Poster Campaign Launched In Austria Telling Would-Be Migrants To Stay At Home

Would-Be Migrants
Jure Makovec/AFP/Getty Images

Austrian Interior Minister Johanna Mikl-Leitner has announced the Austrian home office will engage in a coordinated campaign to try and discourage would-be migrants.

The programme consists of advertisements in Afghanistan that tell locals Austria has clamped down on migration and they will not be welcomed with open arms, reports Die Presse.

Austria's Interior Minister Johanna Mikl-Leitner speaks to journalists as she arrives for a Justice and Home Affairs Council at the European Council in Brussels on December 4, 2015

Austria’s Interior Minister Johanna Mikl-Leitner / Getty

Afghanistan may seem like a strange choice for the advertisements which will be plastered across buses, television and the internet, but Afghanis are emerging as the highest population among newly arriving migrants in Austria. 25,500 Afghani migrants have applied for asylum in the small alpine nation last year with only 189 of them deciding to return home voluntarily.

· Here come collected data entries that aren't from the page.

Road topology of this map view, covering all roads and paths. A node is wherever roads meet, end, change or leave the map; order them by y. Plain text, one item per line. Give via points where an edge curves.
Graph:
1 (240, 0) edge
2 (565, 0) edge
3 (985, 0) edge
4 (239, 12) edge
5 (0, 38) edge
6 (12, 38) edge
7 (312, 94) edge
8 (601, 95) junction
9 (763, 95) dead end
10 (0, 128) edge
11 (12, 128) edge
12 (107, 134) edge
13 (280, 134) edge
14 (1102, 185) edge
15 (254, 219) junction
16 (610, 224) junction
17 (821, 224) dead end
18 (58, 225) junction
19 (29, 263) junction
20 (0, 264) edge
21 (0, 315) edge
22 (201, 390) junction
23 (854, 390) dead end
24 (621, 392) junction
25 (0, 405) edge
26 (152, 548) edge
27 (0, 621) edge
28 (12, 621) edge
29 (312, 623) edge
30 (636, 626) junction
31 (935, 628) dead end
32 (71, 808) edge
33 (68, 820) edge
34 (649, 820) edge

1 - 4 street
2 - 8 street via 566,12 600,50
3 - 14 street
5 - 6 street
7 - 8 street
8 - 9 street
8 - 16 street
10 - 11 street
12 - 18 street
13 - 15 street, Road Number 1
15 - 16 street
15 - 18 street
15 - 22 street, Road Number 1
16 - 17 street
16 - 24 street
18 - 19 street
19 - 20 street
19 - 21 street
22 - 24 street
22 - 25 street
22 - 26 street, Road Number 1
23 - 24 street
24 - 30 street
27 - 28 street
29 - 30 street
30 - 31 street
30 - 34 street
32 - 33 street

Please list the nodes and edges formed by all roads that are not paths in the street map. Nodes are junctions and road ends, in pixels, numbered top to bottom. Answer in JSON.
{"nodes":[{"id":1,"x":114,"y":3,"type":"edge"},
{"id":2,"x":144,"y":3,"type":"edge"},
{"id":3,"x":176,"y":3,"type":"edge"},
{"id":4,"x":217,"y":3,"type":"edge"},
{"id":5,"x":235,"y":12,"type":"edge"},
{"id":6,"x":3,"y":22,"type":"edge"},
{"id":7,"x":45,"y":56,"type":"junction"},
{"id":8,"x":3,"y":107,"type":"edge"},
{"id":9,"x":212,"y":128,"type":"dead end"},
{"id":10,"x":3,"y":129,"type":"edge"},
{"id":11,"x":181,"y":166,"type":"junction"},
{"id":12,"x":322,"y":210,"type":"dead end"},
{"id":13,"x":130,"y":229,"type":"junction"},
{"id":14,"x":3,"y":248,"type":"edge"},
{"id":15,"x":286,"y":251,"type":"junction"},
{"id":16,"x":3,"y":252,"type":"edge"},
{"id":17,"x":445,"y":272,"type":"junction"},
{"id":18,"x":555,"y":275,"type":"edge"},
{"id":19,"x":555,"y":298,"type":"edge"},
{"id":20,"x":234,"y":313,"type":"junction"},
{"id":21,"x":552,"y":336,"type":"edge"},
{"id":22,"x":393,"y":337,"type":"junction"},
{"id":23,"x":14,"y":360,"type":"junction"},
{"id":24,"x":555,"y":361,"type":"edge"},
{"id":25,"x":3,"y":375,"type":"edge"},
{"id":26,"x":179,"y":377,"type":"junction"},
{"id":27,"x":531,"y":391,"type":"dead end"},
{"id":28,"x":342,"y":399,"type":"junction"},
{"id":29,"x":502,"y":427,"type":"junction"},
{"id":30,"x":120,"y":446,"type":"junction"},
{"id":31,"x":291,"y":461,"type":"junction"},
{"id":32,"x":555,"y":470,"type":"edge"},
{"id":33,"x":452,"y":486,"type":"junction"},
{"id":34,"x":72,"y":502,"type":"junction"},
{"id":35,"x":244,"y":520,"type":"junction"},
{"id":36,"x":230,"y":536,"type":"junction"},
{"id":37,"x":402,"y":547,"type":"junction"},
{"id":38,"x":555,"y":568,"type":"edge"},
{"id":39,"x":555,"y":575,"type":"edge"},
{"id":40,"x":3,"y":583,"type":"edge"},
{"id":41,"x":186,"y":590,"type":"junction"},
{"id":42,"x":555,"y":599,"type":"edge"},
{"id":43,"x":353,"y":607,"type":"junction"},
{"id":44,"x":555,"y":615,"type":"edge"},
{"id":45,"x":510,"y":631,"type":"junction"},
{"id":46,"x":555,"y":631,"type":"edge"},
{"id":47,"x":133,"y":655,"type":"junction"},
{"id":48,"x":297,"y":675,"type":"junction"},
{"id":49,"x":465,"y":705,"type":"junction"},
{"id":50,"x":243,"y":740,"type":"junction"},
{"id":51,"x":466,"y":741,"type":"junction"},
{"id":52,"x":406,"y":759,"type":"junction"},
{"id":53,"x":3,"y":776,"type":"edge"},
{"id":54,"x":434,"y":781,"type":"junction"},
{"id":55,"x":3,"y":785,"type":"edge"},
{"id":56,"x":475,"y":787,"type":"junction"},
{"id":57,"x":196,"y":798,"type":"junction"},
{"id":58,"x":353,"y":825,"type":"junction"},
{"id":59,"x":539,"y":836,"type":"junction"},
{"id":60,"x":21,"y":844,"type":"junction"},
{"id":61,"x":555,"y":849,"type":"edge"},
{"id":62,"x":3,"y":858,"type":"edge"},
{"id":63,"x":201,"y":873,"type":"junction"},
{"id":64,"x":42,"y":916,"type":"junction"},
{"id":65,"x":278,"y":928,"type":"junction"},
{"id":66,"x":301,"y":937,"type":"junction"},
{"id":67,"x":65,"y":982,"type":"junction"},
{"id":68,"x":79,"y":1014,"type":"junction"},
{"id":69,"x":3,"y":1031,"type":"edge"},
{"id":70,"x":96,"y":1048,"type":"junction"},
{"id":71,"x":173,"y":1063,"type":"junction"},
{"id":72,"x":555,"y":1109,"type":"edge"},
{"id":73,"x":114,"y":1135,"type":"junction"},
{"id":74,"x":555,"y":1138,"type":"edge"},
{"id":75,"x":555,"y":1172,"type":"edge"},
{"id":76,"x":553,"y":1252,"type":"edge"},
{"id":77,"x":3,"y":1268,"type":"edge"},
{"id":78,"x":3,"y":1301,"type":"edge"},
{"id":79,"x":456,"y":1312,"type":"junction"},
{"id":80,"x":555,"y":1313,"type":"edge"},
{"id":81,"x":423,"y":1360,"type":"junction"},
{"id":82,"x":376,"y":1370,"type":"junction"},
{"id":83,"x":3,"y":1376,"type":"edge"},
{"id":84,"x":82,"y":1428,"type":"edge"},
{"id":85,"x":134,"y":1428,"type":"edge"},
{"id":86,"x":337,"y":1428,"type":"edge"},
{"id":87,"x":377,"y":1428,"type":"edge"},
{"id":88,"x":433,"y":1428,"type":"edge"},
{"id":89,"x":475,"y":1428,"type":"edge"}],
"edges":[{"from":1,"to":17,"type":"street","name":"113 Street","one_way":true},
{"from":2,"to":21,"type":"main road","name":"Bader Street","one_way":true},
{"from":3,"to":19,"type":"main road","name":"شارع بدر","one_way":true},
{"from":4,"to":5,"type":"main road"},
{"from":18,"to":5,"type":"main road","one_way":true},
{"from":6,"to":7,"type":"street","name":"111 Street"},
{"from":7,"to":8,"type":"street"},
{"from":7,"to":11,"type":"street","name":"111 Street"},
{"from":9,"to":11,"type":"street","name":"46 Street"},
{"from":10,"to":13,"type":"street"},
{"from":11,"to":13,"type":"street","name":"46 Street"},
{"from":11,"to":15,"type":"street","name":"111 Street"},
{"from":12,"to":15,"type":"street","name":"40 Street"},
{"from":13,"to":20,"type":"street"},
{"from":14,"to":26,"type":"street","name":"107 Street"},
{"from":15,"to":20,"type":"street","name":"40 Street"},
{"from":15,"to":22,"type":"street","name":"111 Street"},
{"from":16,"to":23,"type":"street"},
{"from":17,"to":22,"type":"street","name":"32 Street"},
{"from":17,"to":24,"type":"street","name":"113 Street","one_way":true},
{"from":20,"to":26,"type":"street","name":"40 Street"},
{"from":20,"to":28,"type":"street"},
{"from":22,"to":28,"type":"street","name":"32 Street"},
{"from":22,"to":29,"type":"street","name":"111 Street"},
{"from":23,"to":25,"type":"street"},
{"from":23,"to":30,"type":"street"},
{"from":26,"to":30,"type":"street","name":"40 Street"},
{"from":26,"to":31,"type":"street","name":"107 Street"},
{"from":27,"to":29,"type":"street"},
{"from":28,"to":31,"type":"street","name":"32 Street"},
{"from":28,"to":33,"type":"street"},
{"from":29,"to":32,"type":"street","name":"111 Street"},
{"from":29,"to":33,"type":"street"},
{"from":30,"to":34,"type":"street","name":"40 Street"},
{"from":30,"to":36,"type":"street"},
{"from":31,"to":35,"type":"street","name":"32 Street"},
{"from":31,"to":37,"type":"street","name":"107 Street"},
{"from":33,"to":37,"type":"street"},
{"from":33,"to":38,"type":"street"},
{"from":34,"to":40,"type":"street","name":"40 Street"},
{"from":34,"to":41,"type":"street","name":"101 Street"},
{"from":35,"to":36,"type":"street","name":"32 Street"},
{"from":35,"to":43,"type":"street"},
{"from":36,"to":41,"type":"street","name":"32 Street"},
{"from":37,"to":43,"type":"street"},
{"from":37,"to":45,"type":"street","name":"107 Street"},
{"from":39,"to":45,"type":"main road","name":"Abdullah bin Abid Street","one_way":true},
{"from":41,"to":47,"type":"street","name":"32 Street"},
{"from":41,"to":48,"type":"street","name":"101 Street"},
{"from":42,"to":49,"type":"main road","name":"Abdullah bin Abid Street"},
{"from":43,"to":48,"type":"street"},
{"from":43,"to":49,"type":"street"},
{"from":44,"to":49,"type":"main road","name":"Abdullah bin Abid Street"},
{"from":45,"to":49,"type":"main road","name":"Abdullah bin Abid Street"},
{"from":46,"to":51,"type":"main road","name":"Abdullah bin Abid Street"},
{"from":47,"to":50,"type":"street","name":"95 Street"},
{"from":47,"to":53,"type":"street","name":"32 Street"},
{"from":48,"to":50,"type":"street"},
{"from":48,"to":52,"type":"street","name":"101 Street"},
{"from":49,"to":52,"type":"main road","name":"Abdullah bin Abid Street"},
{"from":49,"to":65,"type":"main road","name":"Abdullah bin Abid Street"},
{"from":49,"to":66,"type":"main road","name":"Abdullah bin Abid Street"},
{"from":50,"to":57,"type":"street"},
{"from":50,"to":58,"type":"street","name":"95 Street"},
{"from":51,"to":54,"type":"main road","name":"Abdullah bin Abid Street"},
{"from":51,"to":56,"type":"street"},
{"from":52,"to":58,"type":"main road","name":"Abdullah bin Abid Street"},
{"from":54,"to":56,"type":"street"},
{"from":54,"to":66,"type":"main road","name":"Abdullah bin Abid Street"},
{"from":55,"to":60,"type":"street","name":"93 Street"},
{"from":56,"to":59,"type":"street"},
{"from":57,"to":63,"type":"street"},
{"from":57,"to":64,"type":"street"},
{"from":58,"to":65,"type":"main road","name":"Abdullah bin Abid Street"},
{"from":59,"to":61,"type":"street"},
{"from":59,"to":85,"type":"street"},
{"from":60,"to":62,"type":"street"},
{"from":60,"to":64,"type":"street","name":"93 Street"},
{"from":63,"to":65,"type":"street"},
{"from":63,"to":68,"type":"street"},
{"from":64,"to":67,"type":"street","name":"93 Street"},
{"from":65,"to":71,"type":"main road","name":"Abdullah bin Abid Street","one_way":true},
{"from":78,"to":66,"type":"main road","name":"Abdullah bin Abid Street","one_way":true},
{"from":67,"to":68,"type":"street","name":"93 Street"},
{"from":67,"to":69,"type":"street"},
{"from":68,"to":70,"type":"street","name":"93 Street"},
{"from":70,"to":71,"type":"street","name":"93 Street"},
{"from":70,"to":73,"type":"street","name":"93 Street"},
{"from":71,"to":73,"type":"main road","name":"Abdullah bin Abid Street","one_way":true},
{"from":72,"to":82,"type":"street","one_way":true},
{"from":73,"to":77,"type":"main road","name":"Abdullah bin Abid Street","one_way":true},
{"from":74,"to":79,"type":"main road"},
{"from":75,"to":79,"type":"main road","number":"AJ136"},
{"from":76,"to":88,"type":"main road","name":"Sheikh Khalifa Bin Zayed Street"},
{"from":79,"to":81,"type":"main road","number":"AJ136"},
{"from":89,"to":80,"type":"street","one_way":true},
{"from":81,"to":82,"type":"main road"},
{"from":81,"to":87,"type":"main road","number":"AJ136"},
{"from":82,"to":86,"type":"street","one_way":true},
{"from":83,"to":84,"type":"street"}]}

Many in Afghanistan could be considered legtimate candidates for asylum by European Union rules. The danger of harm or even death for minorities like Christians, homosexuals and others is a very real possibility. 45 percent of the migrants from the country, which has seen perpetual war-like conditions since 2002, were granted asylum in Austria due to those factors.

Tuesday afternoon Milk-Leitner gave a presentation to media on the objectives of the campaign. She said the goal is to inform those who see the generous benefits of Germany and the promises of German chancellor Angela Merkel that Austria is not Germany. She said that Austria has now become one of the strictest countries for granting asylum in Europe and that she says it is her duty to inform Afghans that this new policy is only a “matter of fairness.”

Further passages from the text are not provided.